I recently wrote to the representatives of the main political parties in Brighton and Hove regarding Generation Rent, asking what they and their political parties would be offering renters after 2015 on issues including high rents, insecure tenancies, and poor practice by some landlords and, in particular, letting agencies. I am posting all responses received, in the order I have received them. Today, the response from Clarence Mitchell, Conservative candidate, Brighton Pavilion
Given Brighton’s above average number of renters, we are only too well aware of the problems that people can face, not least high rents, insecure tenancies and those rogue landlords and agents who can make a tenant’s life a misery.
That is why the Conservatives are acting to rectify the central cause of high rents – the lack of supply of new housing – by supporting the long-term building of thousands of affordable homes for hard-working people to rent and, in the shorter term, through the introduction of a much clearer definition of tenants’ rights and their options for redress and compensation if, unfortunately, things do go wrong.
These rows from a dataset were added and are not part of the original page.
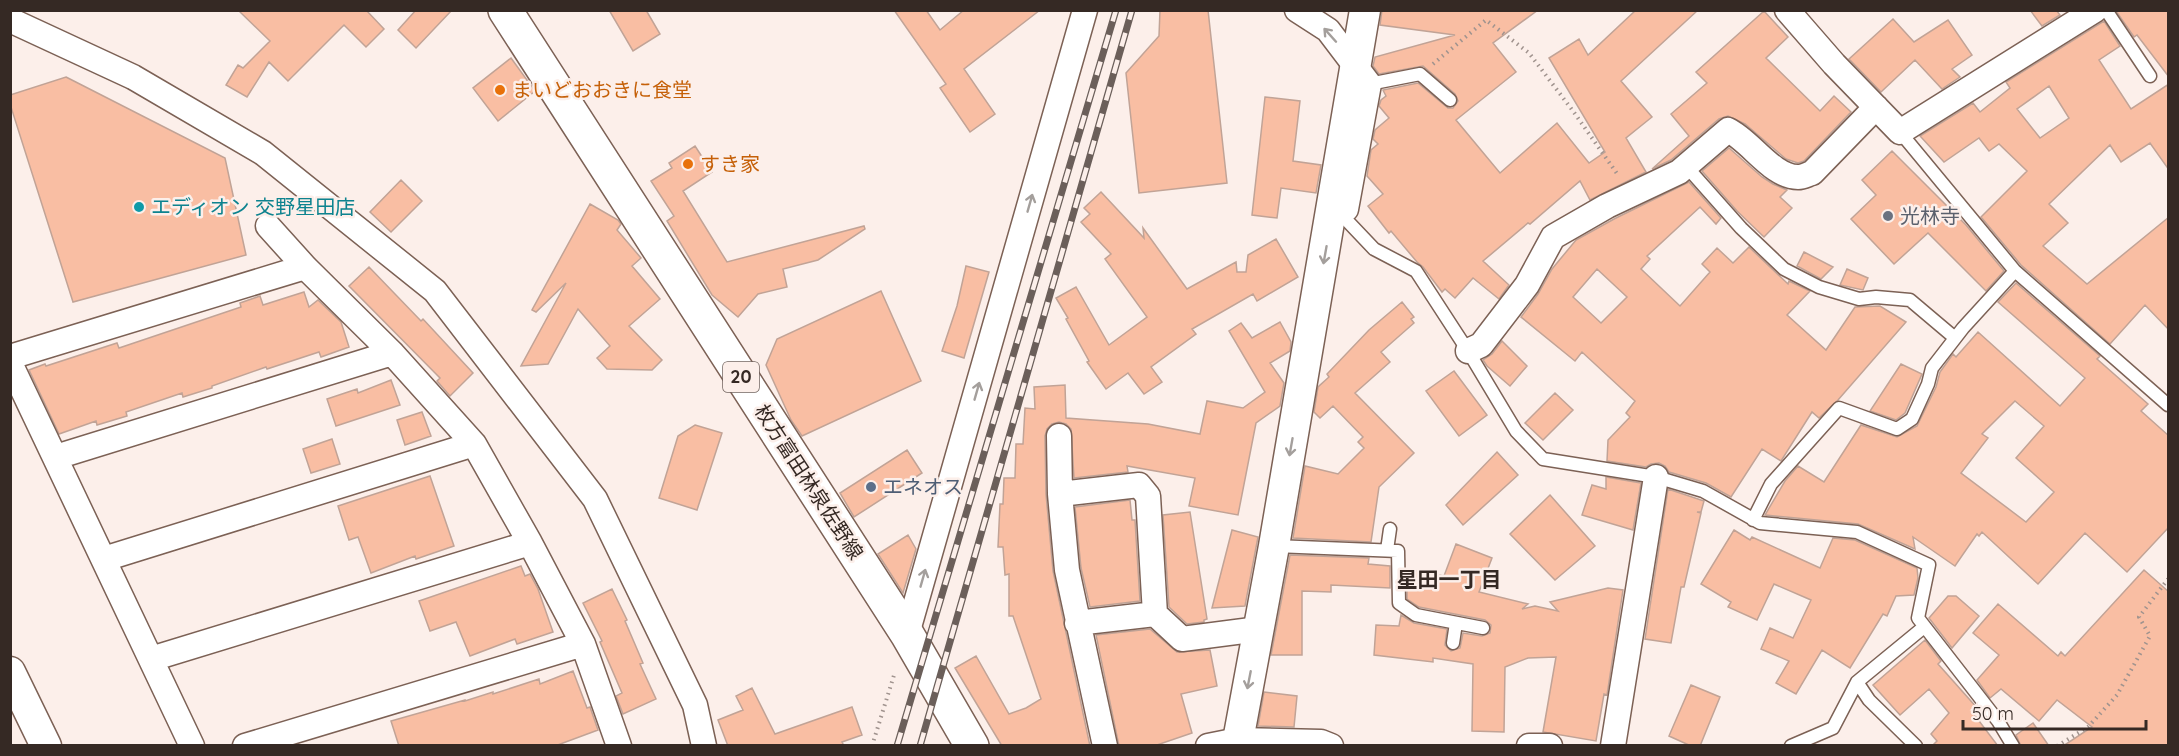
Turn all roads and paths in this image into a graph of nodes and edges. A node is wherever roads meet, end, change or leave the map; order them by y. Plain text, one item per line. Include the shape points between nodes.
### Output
1 (505, 10) edge
2 (1085, 10) edge
3 (1297, 10) edge
4 (1365, 10) edge
5 (1786, 10) edge
6 (2095, 10) edge
7 (2106, 10) edge
8 (10, 20) edge
9 (1420, 74) junction
10 (1363, 76) junction
11 (2150, 76) dead end
12 (1450, 100) dead end
13 (1876, 107) junction
14 (1900, 132) junction
15 (1686, 166) junction
16 (1631, 195) junction
17 (1339, 212) junction
18 (268, 226) dead end
19 (305, 267) junction
20 (2015, 271) junction
21 (1955, 338) junction
22 (1468, 351) junction
23 (392, 353) junction
24 (10, 357) edge
25 (10, 363) edge
26 (2169, 405) edge
27 (1059, 436) dead end
28 (474, 444) junction
29 (56, 457) junction
30 (1656, 477) junction
31 (1060, 494) junction
32 (1753, 519) junction
33 (1390, 529) dead end
34 (530, 543) junction
35 (1274, 546) junction
36 (1387, 550) junction
37 (104, 559) junction
38 (2169, 579) edge
39 (1155, 614) junction
40 (1077, 623) junction
41 (1456, 623) junction
42 (1924, 627) junction
43 (1484, 628) dead end
44 (1259, 629) junction
45 (907, 634) junction
46 (1453, 643) dead end
47 (583, 644) junction
48 (151, 659) junction
49 (10, 672) edge
50 (1857, 682) junction
51 (1238, 742) edge
52 (46, 746) edge
53 (192, 746) edge
54 (245, 746) edge
55 (619, 746) edge
56 (704, 746) edge
57 (872, 746) edge
58 (972, 746) edge
59 (1105, 746) edge
60 (1208, 746) edge
61 (1331, 746) edge
62 (1529, 746) edge
63 (1550, 746) edge
64 (1613, 746) edge
65 (1791, 746) edge
66 (1916, 746) edge
67 (2013, 746) edge
68 (2057, 746) edge

1 - 45 main road, 枚方富田林泉佐野線 / 20
45 -> 2 street
10 -> 3 street via 1328,30
4 - 10 street
5 - 13 street
6 - 14 street
7 - 11 lane
8 - 56 street via 133,77 263,153 435,291 595,499 695,705
9 - 10 lane
9 - 12 lane
9 - 16 path via 1486,20 1529,53
10 - 17 street
13 - 14 street
13 - 15 street via 1812,173 1798,177 1779,172 1728,130
14 - 20 lane
15 - 16 street
15 - 21 lane via 1784,269 1819,287 1858,299 1910,300
16 - 22 street via 1553,237 1527,285 1481,345
17 - 22 lane via 1374,249 1416,271
17 -> 35 street
18 - 19 street
19 - 23 street
19 - 24 street
20 - 21 lane
20 - 26 lane
21 - 32 lane via 1932,368 1911,419 1897,429 1839,408 1771,484
22 - 30 lane via 1516,430 1543,459
23 - 28 street
23 - 29 street
25 - 29 street
27 - 31 street
28 - 34 street
28 - 37 street
29 - 37 street
30 - 32 lane via 1703,491
30 - 64 street
31 - 39 street via 1139,485 1148,496
31 - 40 street
32 - 42 lane via 1760,523 1857,532 1929,566 1918,618
33 - 36 lane
34 - 47 street
34 - 48 street
35 - 36 lane
35 - 44 street
36 - 41 lane via 1398,551 1399,603 1416,615
37 - 48 street
38 - 68 path via 2139,617 2150,636 2117,695 2088,727
39 - 40 street
39 - 44 street via 1182,639
40 - 59 street
41 - 43 lane
41 - 46 lane
42 - 50 lane
42 - 67 lane
44 -> 51 street
45 - 57 path
45 - 58 main road, 枚方富田林泉佐野線 / 20
47 - 54 street
47 - 55 street
48 - 53 street
49 - 52 street
50 - 65 lane via 1833,728
50 - 66 lane via 1869,700
51 - 60 street
51 - 61 street via 1321,742
62 - 63 street

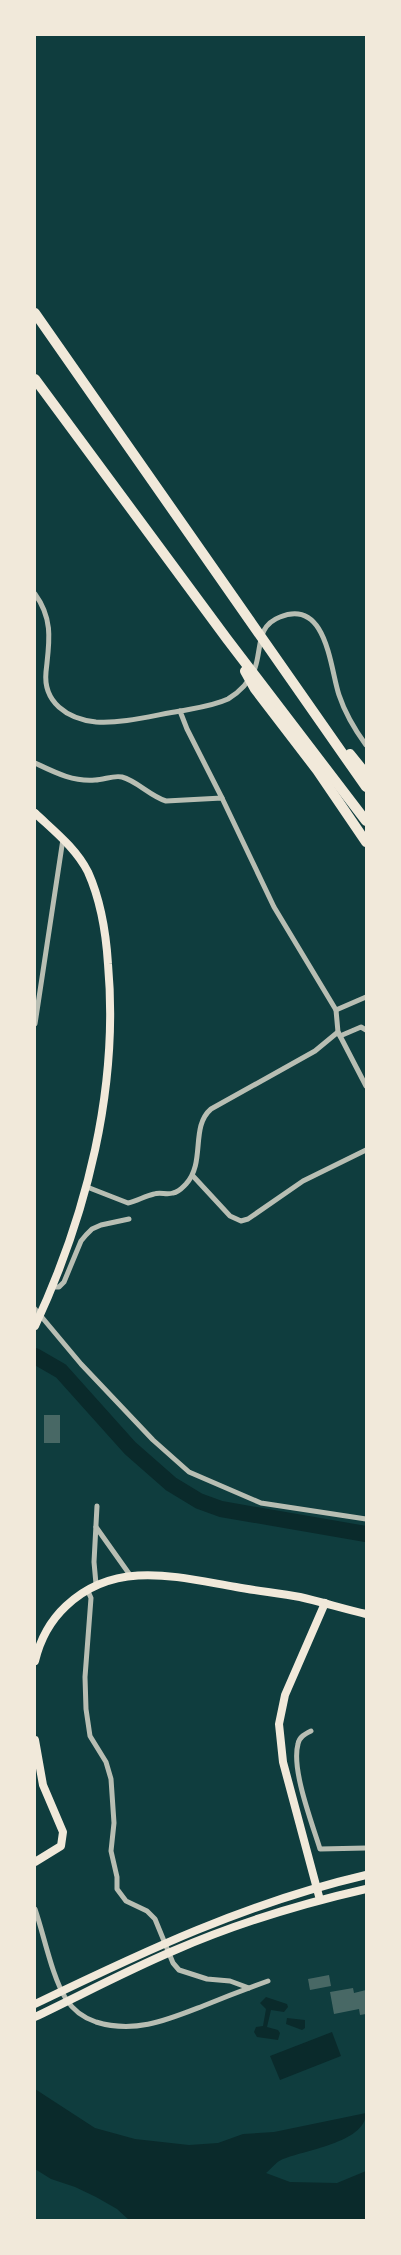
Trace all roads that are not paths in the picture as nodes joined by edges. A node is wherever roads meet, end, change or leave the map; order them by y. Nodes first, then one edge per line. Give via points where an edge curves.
1 (35, 313) edge
2 (35, 379) edge
3 (35, 594) edge
4 (227, 639) junction
5 (290, 679) junction
6 (180, 711) junction
7 (366, 745) edge
8 (35, 764) edge
9 (366, 774) edge
10 (366, 787) edge
11 (222, 798) junction
12 (35, 813) edge
13 (366, 821) edge
14 (63, 839) junction
15 (366, 842) edge
16 (366, 997) edge
17 (336, 1010) junction
18 (36, 1014) edge
19 (35, 1024) edge
20 (366, 1030) edge
21 (339, 1034) junction
22 (366, 1086) edge
23 (366, 1150) edge
24 (193, 1176) junction
25 (86, 1187) junction
26 (129, 1220) dead end
27 (52, 1287) junction
28 (37, 1317) edge
29 (97, 1506) dead end
30 (366, 1519) edge
31 (95, 1526) junction
32 (130, 1575) junction
33 (96, 1584) junction
34 (88, 1589) junction
35 (325, 1603) junction
36 (366, 1614) edge
37 (35, 1661) edge
38 (311, 1731) dead end
39 (35, 1740) edge
40 (304, 1796) junction
41 (293, 1797) junction
42 (366, 1848) edge
43 (35, 1859) edge
44 (366, 1875) edge
45 (316, 1887) junction
46 (366, 1889) edge
47 (320, 1900) junction
48 (35, 1909) edge
49 (268, 1981) dead end
50 (249, 1988) junction
51 (55, 1999) dead end
52 (66, 1999) junction
53 (35, 2004) edge
54 (35, 2017) edge

1 - 5 highway
2 - 4 highway
3 - 6 street via 47,620 49,636 45,688 59,708 96,722
4 - 13 highway
4 - 15 highway via 255,689 317,770
5 - 9 highway
5 - 10 highway
6 - 7 street via 216,704 240,690 255,668 262,632 271,622 289,615 306,617 323,634 346,713
6 - 11 street
8 - 11 street via 70,779 95,780 117,776 166,801
11 - 17 street via 274,907
12 - 14 main road
14 - 18 street
14 - 25 main road via 87,870 95,890 107,947 110,986 105,1092
16 - 17 street
17 - 21 street
18 - 19 street
20 - 21 street via 361,1027
21 - 22 street
21 - 24 street via 204,1115
23 - 24 street via 302,1181 241,1221 230,1216
24 - 25 street via 173,1194 155,1193 128,1203
25 - 27 main road
26 - 27 street via 92,1229 81,1242 64,1282 59,1287
27 - 28 main road
28 - 30 street via 153,1440 189,1472 261,1502
29 - 31 street
31 - 32 street
31 - 33 street
32 - 33 main road
32 - 35 main road via 207,1582
33 - 34 main road
34 - 37 main road via 55,1618 43,1637
34 - 50 street via 92,1598 85,1677 86,1709 90,1736 106,1762 111,1778 114,1818 111,1851 117,1889 126,1901 147,1911 155,1919 179,1970
35 - 36 main road
35 - 41 main road via 289,1684 280,1715 281,1748
38 - 40 street via 302,1735 296,1761
39 - 43 main road via 43,1785 63,1836 61,1846 55,1852
40 - 41 street
40 - 42 street via 320,1849
41 - 45 main road
44 - 45 main road
45 - 47 main road
45 - 53 main road via 248,1909 153,1947
46 - 47 main road
47 - 54 main road via 252,1921 168,1953
48 - 52 street
49 - 50 street
50 - 52 street via 156,2024 129,2028 88,2019
51 - 52 street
Our political opponents claim the re-introduction of a limited form of rent control would solve the problems. We believe it wouldn’t. Rent controls have failed in the past by actually reducing the UK’s private rented housing stock and they would again. Such controls, in fact, resulted in the private rented sector shrinking from 55% of households in 1939 to just 8% in the late 1980s. Rent controls also meant that many landlords couldn’t afford to improve or maintain their homes.
So we are not only opposed to such State intervention in the market in principle but also in practice because we believe it would lead to the opposite effect with landlords simply walking away and choosing not to rent their properties, leading to fewer rental homes on the market, only the poorest quality accommodation being left available and ultimately higher rents then being imposed – hurting those renters who most need help.
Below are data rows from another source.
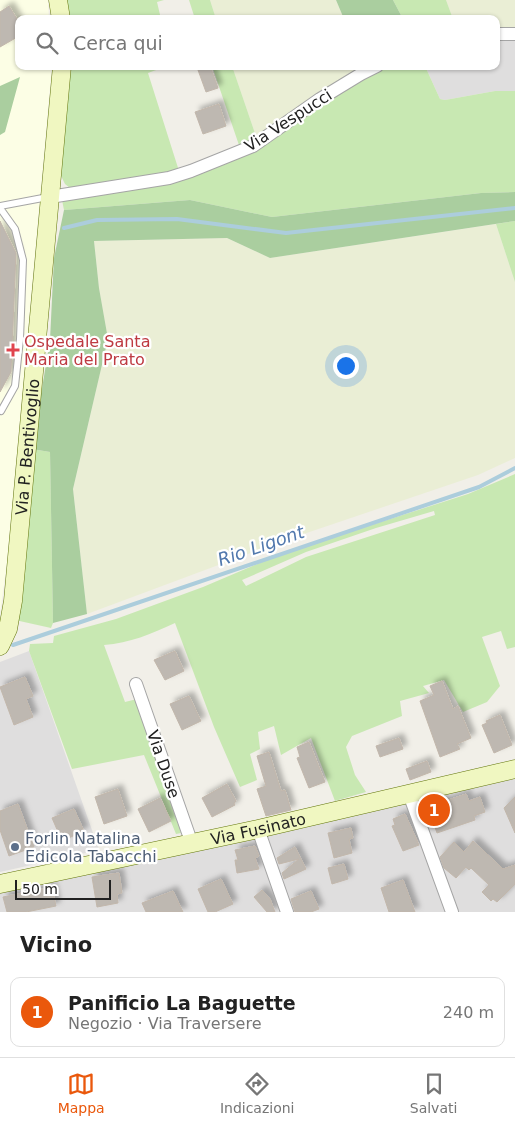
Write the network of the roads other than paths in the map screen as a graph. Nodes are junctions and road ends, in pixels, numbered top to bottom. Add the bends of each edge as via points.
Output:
1 (58, 0) edge
2 (60, 15) edge
3 (500, 34) edge
4 (515, 34) edge
5 (62, 70) edge
6 (369, 70) edge
7 (50, 197) junction
8 (0, 207) edge
9 (0, 410) edge
10 (0, 646) edge
11 (136, 684) dead end
12 (515, 769) edge
13 (409, 794) junction
14 (258, 829) junction
15 (192, 844) junction
16 (0, 884) edge
17 (287, 912) edge
18 (452, 912) edge

1 - 2 street
3 - 4 street
5 - 7 street, Via P. Bentivoglio
6 - 7 street, Via Vespucci via 320,99 253,146 191,171 169,178
7 - 8 lane
7 - 10 street, Via P. Bentivoglio via 13,601 8,629
8 - 9 lane via 15,229 23,260 15,386
11 - 15 street, Via Duse
12 - 13 street, Via Fusinato
13 - 14 street, Via Fusinato
13 - 18 street
14 - 15 street, Via Fusinato
14 - 17 street
15 - 16 street, Via Fusinato

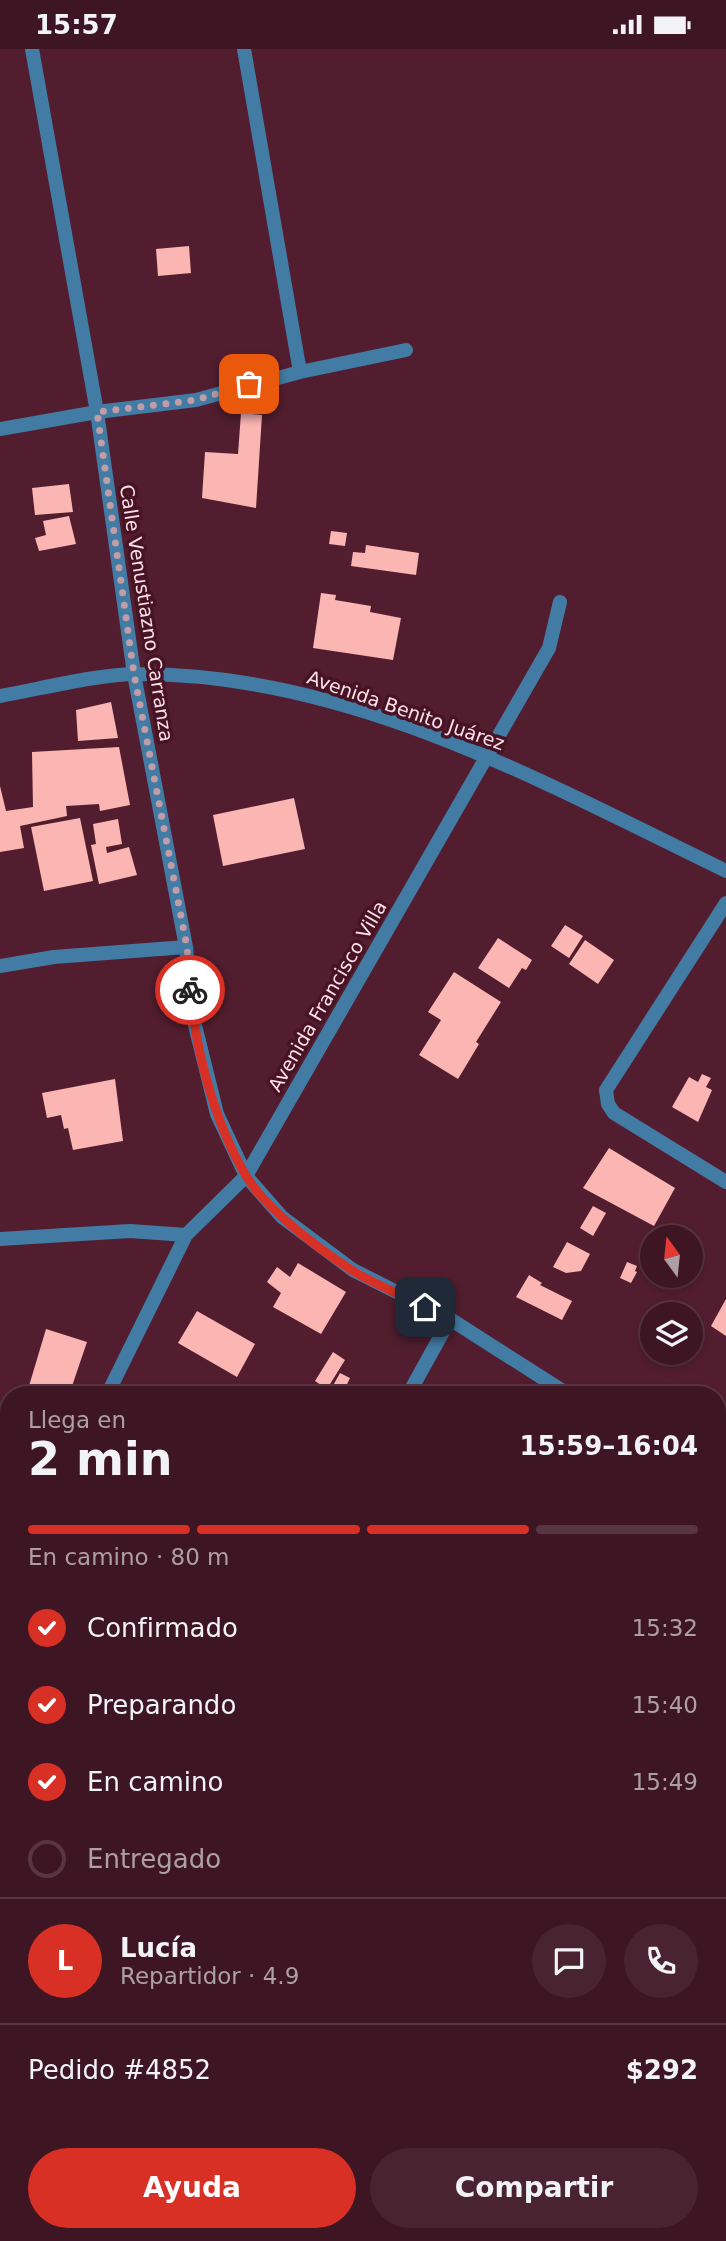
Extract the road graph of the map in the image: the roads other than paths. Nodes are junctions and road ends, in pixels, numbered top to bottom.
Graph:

To address the lack of supply, nationally, we are now building more homes to rent, so that people can find an affordable home in which to live. We are delivering up to 10,000 new affordable homes to rent through the £1 billion Build to Rent fund and are also offering up to £10 billion in debt guarantees to kick-start developments of rented housing. As a result of the Government’s housing policies, housing supply is now at its highest level since 2008 with some 420,000 new homes being built over the last three years alone.
Locally, too, we are also concerned about the potential “bombshell” that rising student numbers will have on Brighton’s rental market in the future. Sussex University, for example, will be expanding by some 5,000 students over the next 4-5 years and we are concerned that not enough purpose built-student accommodation is going to be constructed to house them – only around 2,000 on-campus units are planned and, in any case, most students only live on campus in their first year.
This increase in student numbers is likely to put incredible pressure on the city’s private rented sector and will, no doubt, push rents up higher still. Brighton & Hove City Council should, arguably, be putting much more pressure on the city’s Universities to do something about it now. A Conservative-controlled Council from next year would work closely with the Universities to find early solutions to this looming problem.
To tackle that small minority of rogue landlords who blatantly exploit tenants and the rental sector, we fully support enforcing the laws that already exist to stamp out poor practice, through the prosecution of such landlords, through a much more proactive property inspection regime to ensure the quality of accommodation is appropriate and acceptable and through sending clear messages to other landlords that such abuses of tenants will not be tolerated.
To assist tenants to gain further security over their tenancies, the Government is also now helping those renters who want a longer tenancy to agree one with their landlord. Landlords can already, in fact, agree such tenancies now, but many tenants like the flexibility that the private sector provides and we don’t want to see this undermined either.
In terms of helping renters resolve problems if things do go wrong, from this year the Government is ensuring that all letting agents and property management companies will be required to join an approved, compulsory redress scheme which will make sure that tenants have proper access to redress for their complaints, such as any lack of transparency around the fees and charges they face.
Finally, the Government is also introducing the Tenants’ Charter, setting out the rights that tenants have and the ways they can take action if problems do arise. A new code of practice for the management of private rental sector property will also help tenants feel more confident that the Conservatives are firmly on their side in standing up to – and overcoming – the bad behaviour of that small minority of rogue landlords and agents.
Ultimately, however, the only way to raise hardworking people’s living standards overall is to continue to grow the economy, cut taxes, create jobs and build more housing for both rent and ownership. The Conservatives have a long-term economic plan that is already delivering these tangible results, but there is a lot more still to do.